### Work task
Give the lines again exactly as they appear below, from the line with "middle mcp: (191, 219)" to the line with "index dip: (377, 223)", both included, and only those lines. Leave every picture out.

### Task material
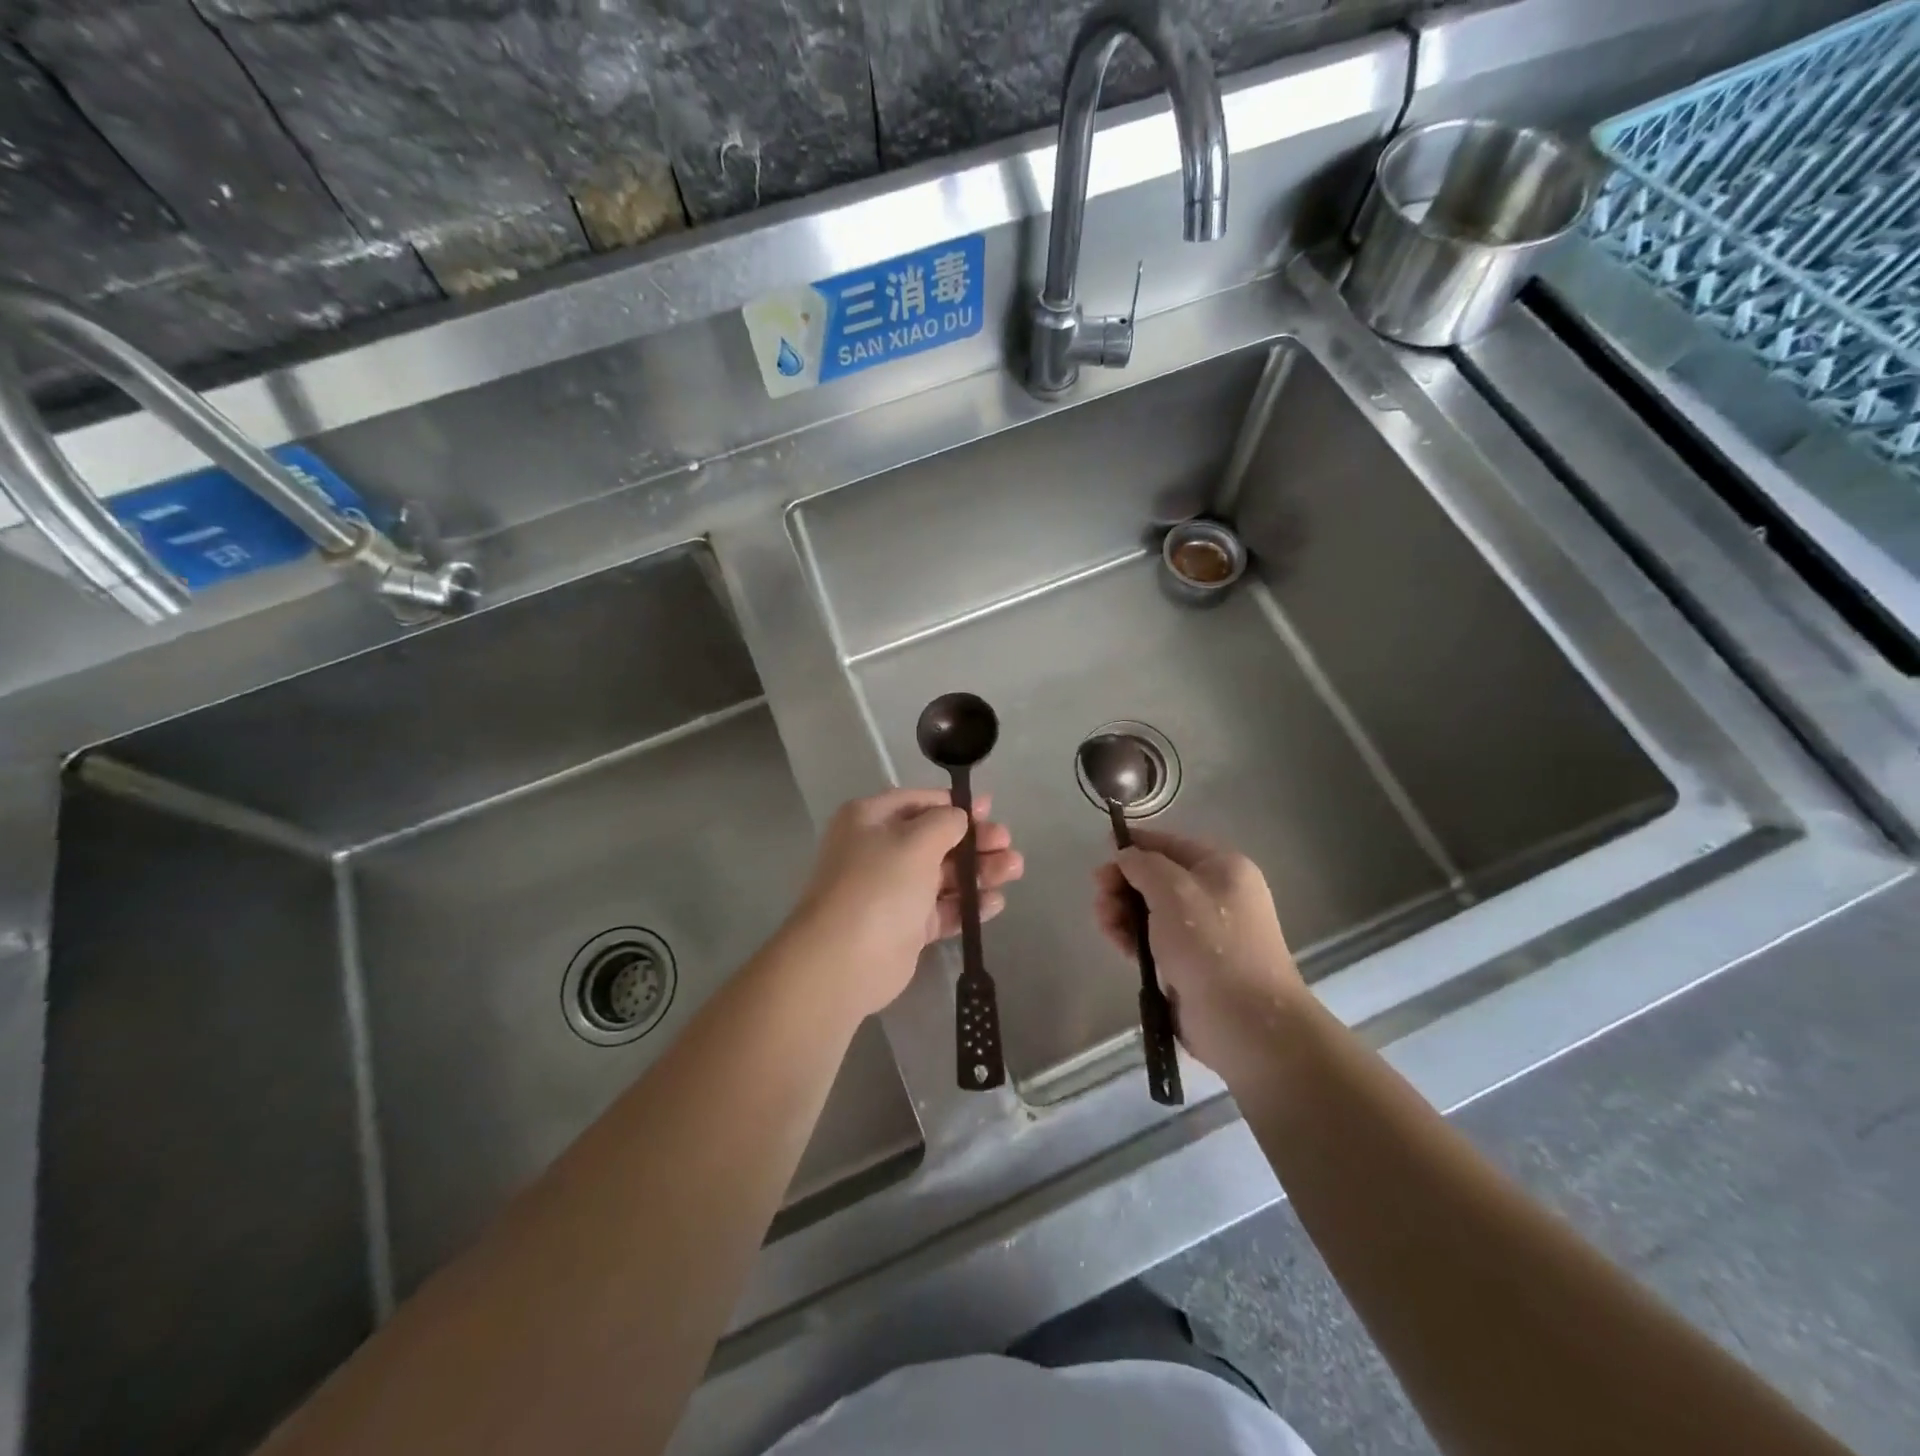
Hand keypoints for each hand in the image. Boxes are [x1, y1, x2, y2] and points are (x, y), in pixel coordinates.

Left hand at [789, 788, 1022, 1019]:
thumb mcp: (915, 841)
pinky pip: (942, 909)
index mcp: (870, 819)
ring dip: (978, 871)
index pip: (919, 802)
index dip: (955, 805)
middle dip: (974, 840)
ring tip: (1014, 870)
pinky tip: (995, 902)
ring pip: (943, 875)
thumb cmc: (879, 885)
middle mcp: (879, 851)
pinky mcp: (906, 927)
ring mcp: (893, 891)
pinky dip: (967, 904)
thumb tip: (958, 818)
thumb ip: (945, 822)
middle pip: (936, 839)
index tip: (989, 808)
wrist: (843, 960)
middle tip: (1007, 844)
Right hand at [1094, 829, 1306, 1087]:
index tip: (1103, 849)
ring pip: (1151, 910)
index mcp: (1222, 868)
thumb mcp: (1173, 891)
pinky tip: (1115, 941)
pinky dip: (1132, 937)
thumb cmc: (1210, 945)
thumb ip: (1143, 865)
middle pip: (1157, 877)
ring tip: (1104, 922)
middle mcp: (1216, 895)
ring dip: (1122, 911)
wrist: (1245, 1022)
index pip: (1171, 844)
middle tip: (1099, 895)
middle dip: (1124, 883)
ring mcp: (1203, 932)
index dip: (1136, 844)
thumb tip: (1126, 857)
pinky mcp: (1189, 964)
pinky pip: (1153, 940)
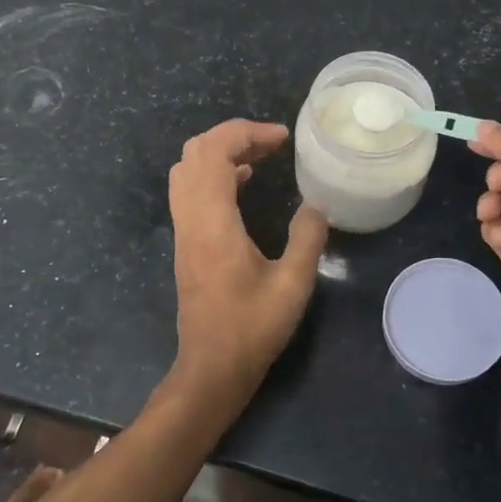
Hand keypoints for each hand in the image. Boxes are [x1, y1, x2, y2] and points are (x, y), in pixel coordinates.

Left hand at [168, 120, 328, 409]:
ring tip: (262, 155)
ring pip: (188, 169)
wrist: (211, 368)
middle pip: (195, 152)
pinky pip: (190, 189)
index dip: (246, 133)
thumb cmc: (252, 329)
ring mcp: (184, 230)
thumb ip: (307, 238)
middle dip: (233, 136)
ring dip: (221, 152)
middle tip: (272, 143)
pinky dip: (214, 172)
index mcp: (213, 222)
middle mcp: (191, 219)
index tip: (282, 138)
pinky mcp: (186, 242)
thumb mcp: (293, 285)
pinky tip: (244, 181)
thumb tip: (316, 204)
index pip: (214, 152)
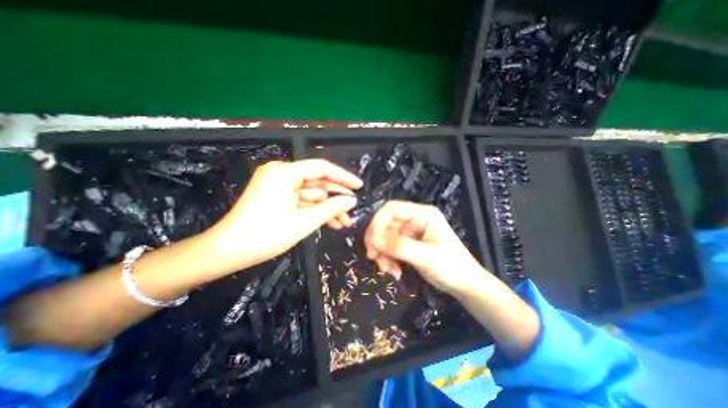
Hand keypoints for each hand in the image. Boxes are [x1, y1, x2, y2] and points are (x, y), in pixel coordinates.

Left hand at [206, 159, 362, 270]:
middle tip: (353, 210)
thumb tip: (351, 200)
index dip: (343, 177)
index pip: (322, 168)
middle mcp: (281, 173)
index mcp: (285, 172)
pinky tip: (329, 222)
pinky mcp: (276, 196)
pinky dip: (314, 210)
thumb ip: (331, 208)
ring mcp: (278, 185)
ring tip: (344, 222)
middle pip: (317, 182)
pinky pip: (301, 200)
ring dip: (327, 208)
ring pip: (311, 194)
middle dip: (336, 198)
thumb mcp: (304, 221)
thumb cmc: (266, 235)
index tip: (359, 186)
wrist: (228, 251)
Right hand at [368, 199, 491, 296]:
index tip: (372, 243)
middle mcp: (415, 219)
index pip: (391, 209)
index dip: (377, 223)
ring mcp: (412, 231)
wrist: (466, 286)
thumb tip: (373, 239)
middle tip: (374, 258)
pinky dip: (388, 258)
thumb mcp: (426, 257)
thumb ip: (399, 246)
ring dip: (382, 253)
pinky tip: (394, 271)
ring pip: (385, 236)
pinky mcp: (409, 243)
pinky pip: (390, 247)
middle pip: (386, 223)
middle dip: (378, 241)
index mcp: (423, 214)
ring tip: (388, 270)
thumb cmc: (452, 268)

### Task solution
middle mcp: (191, 219)
index tip: (282, 138)
pinky mcp: (186, 242)
thumb mcp: (293, 285)
pinky tip: (244, 181)
thumb tip: (316, 204)
index pip: (214, 152)
Hand keypoints for each hand in the image. Boxes are [x1, y1, x2, y2] and points are (x, y), in pixel coordinates.

Left hand at [206, 159, 362, 270]:
middle tip: (353, 210)
thumb tip: (351, 200)
index dip: (343, 177)
index pip: (322, 168)
middle mcp: (281, 173)
index mcp: (285, 172)
pinky tip: (329, 222)
pinky mcp: (276, 196)
pinky dip: (314, 210)
thumb ip: (331, 208)
ring mcp: (278, 185)
ring tip: (344, 222)
middle pip: (317, 182)
pinky pip: (301, 200)
ring dip: (327, 208)
ring pip: (311, 194)
middle dip: (336, 198)
thumb mcp: (304, 221)
thumb cmc: (266, 235)
index tip: (359, 186)
wrist: (228, 251)
Right hand at [368, 199, 491, 296]:
index tip: (372, 243)
middle mcp: (415, 219)
index pip: (391, 209)
index dip: (377, 223)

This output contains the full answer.